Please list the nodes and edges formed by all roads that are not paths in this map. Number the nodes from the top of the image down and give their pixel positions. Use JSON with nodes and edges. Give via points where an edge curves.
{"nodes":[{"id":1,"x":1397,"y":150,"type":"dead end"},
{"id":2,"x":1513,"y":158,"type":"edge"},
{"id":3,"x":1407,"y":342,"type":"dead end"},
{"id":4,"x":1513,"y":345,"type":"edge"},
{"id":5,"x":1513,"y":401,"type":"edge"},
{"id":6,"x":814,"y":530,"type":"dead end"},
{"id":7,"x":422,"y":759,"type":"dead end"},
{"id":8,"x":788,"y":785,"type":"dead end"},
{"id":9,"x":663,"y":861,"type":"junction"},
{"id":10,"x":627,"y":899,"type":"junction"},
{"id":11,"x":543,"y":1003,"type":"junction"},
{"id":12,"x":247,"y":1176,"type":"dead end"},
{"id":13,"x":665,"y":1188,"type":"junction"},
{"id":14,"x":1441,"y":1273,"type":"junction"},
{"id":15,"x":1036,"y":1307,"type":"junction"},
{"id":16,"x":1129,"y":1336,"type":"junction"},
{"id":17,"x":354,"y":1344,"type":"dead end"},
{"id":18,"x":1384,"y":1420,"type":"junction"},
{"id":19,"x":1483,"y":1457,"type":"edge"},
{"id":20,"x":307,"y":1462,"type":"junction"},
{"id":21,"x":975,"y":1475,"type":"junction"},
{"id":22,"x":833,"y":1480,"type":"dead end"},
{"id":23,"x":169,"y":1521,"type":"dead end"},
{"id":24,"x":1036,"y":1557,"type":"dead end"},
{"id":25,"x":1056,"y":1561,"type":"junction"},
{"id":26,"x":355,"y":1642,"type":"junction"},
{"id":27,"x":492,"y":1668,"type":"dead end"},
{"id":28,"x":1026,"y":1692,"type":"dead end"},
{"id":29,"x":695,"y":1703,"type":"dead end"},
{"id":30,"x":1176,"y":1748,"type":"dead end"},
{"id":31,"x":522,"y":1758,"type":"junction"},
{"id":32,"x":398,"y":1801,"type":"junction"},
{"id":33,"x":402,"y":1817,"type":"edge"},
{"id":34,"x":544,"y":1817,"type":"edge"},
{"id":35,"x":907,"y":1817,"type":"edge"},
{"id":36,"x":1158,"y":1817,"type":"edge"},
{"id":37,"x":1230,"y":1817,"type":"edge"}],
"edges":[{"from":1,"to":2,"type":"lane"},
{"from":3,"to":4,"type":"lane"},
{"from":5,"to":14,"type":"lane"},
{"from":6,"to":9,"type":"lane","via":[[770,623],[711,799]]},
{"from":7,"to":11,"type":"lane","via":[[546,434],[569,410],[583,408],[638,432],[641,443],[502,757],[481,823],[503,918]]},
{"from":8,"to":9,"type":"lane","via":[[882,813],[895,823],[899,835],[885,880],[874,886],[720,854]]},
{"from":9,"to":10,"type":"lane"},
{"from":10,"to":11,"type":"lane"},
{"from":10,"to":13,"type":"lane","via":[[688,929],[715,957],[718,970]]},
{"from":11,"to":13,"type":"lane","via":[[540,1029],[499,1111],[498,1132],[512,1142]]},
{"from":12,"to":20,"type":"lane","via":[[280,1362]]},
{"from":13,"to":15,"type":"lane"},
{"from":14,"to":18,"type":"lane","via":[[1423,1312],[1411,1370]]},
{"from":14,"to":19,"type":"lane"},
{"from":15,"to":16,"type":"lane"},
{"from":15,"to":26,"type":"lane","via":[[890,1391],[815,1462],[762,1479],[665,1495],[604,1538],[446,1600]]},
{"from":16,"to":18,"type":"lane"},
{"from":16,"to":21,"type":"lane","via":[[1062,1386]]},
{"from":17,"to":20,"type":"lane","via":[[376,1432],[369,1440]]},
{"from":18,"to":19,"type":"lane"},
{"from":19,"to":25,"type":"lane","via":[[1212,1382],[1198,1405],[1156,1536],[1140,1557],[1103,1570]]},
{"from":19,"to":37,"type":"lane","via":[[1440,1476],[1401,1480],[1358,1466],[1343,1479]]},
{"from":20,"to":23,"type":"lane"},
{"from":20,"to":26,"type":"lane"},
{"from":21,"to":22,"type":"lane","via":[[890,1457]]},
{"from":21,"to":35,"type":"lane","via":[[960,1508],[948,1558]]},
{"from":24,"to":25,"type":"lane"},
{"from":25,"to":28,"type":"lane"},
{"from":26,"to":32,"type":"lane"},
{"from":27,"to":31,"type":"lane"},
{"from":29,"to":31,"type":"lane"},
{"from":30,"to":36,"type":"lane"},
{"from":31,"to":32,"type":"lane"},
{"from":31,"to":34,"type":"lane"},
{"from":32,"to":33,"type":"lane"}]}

===

WHAT IS BEING ASKED:
Of the lines above, show those in which "nodes" appears.

ANSWER TO THE PROBLEM:
Please list the nodes and edges formed by all roads that are not paths in this map. Number the nodes from the top of the image down and give their pixel positions. Use JSON with nodes and edges. Give via points where an edge curves.
{"nodes":[{"id":1,"x":1397,"y":150,"type":"dead end"},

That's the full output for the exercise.